SUPPLIED RECORDS START

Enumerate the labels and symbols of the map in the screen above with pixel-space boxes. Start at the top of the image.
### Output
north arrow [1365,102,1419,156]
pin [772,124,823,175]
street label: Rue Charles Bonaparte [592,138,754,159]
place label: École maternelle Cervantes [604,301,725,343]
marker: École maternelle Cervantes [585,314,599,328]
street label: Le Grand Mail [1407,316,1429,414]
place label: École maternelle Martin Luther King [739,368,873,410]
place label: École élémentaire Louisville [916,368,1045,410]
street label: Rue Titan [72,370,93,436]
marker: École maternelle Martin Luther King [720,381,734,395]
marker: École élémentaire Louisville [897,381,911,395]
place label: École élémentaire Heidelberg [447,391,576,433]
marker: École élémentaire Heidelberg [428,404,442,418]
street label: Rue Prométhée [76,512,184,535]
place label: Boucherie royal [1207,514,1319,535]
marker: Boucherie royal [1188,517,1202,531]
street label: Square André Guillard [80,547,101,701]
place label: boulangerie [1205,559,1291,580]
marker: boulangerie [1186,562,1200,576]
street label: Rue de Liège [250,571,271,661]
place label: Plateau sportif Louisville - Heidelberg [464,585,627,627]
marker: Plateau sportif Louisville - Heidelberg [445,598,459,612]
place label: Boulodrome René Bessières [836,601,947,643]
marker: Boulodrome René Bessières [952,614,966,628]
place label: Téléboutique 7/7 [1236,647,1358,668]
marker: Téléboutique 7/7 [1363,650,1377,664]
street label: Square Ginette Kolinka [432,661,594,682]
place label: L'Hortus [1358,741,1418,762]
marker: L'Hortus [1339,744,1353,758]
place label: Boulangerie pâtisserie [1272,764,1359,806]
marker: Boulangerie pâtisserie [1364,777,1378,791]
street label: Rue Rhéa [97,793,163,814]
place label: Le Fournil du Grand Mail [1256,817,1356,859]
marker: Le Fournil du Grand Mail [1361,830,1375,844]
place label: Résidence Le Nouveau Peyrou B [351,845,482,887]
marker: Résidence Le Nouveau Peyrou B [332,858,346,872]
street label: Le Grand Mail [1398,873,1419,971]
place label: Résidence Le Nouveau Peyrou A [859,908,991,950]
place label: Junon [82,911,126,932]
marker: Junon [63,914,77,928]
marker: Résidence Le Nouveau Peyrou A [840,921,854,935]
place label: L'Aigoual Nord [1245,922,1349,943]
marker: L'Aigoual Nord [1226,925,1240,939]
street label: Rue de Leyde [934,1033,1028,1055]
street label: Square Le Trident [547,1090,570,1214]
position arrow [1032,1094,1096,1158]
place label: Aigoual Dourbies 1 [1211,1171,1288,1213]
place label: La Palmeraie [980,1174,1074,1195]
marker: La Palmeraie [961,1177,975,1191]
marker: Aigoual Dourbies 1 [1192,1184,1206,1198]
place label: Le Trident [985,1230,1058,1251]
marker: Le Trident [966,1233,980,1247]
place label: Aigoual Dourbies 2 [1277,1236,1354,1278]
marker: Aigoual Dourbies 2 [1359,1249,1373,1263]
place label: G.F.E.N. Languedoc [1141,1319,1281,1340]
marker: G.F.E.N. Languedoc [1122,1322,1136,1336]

SUPPLIED RECORDS END

> [TASK DETAILS] Which lines of the material contain "Nord"? List them.

> [PROBLEM SOLUTION]
place label: L'Aigoual Nord [1245,922,1349,943]
marker: L'Aigoual Nord [1226,925,1240,939]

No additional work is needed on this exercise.